Many thanks to a Fluent client, Trevor Jones, Director of Marketing and Product Development at GWI, for authoring this guest post on business blogging. Whether your goals are brand awareness, improved search engine rankings or lead generation, or a combination of all three, blogging is arguably one of the most effective tools for accomplishing those goals. The biggest challenge is keeping up with generating fresh, relevant and useful content, particularly for professionals focused on billable hours. Take Trevor’s advice: ask for help, invite guest bloggers and share the workload with your team.
If you’re reading this, I’m going to assume that you’re already involved in business blogging and understand why your organization should do it. Now that you’ve started, how do you sustain the effort over the long term? How do you keep it fresh and interesting?
One of the very first things I would do is get help creating content, starting from within your organization. When building your blog, get other people from other areas of your company writing early and often. Include the company owner, technical people, service people, and financial people if you can. With the GWI Blog, I try to keep my own contributions to the blog below 50% of the total and honestly, I wish it was less.
Be forewarned, most of the time it’s not an easy process. Everyone in your company is busy, and not everyone places the same priority on publishing consistently and on time as you do. There are some things you can do the help motivate people, but since that may not be fun for you, I’d like to cover WHY you should get others engaged before explaining HOW to motivate them.
Why You Should Involve Coworkers in Business Blogging
Spreading the workload. You were thinking this, so let’s get it out of the way because it’s not the most important. Yes, having others write articles means you won’t have to write them. What you will have to do is edit them. In my company, I also end up copying content from a Word Doc into WordPress as well, testing links, and choosing and inserting images.
Gain a Fresh Set Of New Ideas. If the rest of your team is involved in writing articles, they’ll also be engaged in the process of coming up with new ideas.
Keeping things interesting. No matter how interesting a person you are, having a variety of different voices and perspectives contribute to your company blog can make it more interesting for your readers. Envision yourself as a publisher making an interesting magazine. You want a variety of articles written by a variety of people.
Targeting key personas. It’s very important that you have a developed idea of who you are writing your content for. Smart marketers develop buyer personas, imaginary people that have the traits of decision makers, gatekeepers, and key influencers in an organization. Once you have them, try getting the closest equivalent in your company to blog, including IT, finance, or administrative roles – if they’re effective writers this could lead to very well targeted content.

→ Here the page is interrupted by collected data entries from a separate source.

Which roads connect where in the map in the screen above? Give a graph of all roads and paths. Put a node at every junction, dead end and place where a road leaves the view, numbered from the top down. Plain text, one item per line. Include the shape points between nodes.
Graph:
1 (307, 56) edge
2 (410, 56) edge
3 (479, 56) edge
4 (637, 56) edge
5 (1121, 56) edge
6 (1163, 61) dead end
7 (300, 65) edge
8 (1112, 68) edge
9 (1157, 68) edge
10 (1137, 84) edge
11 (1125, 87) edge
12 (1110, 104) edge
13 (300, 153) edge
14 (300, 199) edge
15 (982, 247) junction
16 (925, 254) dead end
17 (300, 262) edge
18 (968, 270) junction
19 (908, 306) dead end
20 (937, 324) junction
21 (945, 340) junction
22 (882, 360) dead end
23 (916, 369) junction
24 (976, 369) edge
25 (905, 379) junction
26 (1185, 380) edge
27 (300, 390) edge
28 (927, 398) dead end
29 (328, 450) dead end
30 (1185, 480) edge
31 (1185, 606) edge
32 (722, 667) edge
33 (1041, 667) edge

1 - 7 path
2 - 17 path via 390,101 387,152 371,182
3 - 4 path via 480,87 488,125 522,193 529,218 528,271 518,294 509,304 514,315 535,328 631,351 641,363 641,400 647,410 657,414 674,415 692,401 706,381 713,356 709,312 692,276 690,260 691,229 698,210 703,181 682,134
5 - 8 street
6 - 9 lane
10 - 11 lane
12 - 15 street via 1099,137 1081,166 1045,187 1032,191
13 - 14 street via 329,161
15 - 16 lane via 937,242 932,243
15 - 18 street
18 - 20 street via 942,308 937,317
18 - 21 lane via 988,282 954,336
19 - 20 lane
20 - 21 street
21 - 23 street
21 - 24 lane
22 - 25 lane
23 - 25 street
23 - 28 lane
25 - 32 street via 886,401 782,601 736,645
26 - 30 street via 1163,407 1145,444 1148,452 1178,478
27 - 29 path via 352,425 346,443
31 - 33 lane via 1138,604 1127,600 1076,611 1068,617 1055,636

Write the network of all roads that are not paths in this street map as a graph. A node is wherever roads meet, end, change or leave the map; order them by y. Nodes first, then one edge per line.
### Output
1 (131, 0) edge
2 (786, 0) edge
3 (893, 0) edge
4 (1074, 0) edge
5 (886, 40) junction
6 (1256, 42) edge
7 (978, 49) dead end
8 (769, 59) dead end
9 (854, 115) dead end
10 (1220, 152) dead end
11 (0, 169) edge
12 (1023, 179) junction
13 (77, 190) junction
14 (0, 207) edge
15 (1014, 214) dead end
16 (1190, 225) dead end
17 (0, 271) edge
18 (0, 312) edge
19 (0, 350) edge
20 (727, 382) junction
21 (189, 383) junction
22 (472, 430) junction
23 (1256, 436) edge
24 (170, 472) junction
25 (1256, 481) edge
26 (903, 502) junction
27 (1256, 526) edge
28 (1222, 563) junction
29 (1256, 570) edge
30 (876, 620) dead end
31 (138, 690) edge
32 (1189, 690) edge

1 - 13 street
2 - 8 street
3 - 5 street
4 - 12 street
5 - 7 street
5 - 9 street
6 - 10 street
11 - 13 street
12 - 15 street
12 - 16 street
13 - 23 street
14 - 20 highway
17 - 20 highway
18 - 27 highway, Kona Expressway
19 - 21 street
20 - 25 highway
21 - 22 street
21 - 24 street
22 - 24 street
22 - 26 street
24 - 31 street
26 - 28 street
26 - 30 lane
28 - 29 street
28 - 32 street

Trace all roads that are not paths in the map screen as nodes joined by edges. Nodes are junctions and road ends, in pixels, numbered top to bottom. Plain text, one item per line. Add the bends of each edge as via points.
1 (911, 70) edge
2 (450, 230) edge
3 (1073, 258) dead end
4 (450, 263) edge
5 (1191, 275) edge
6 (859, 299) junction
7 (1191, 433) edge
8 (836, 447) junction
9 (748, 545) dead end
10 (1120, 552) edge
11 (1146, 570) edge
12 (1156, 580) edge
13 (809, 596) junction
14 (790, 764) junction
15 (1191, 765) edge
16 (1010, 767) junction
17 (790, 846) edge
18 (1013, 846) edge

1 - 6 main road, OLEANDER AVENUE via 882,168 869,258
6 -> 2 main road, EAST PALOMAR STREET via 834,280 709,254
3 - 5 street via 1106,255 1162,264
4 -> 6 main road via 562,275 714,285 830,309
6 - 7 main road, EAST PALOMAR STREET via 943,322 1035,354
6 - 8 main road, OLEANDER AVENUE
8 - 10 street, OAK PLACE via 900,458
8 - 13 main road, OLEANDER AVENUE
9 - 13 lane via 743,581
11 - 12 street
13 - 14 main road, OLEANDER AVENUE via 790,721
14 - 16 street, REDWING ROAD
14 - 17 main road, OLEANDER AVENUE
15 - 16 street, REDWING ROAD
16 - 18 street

How To Get Coworkers Blogging
Get management on board. Before you ask employees to start writing content for you, make sure you win the support of management. Your campaign to get more contributions will never get off the ground without their blessing, and they can help you motivate the team.
Ask for help. People are naturally motivated to help friends and co-workers. Many people will pitch in if you just ask.
Make sure they understand the business value. Often coworkers say that blogging is always on their to-do list, but never rises to the top. Make sure they know how blogging impacts web traffic and sales, as well as how important it is for you to be on a regular publishing schedule. They’ll be more apt to prioritize the work if they accept that it’s necessary and have a deadline.
Give them credit for their work. People like to be recognized for their contributions. At a minimum, make sure their name is on the page as the author of the post. Even better, mention them in social media posts promoting the article, list their bio on an authors page, or set them up for Google Verified Authorship so their name and face shows up in SERPS as the author.
Show them the value of their unique perspective. People may be concerned about the quality of their writing, or think they can’t do as good a job as you can. Make sure they know that their perspective is unique and different and will make the blog more effective for your business.
Start with their ideas, but have a topic for them too. The more ownership an employee has in an idea the more motivated they’ll be to write the article. That said, you don’t want the lack of an idea stop them from writing, especially early on.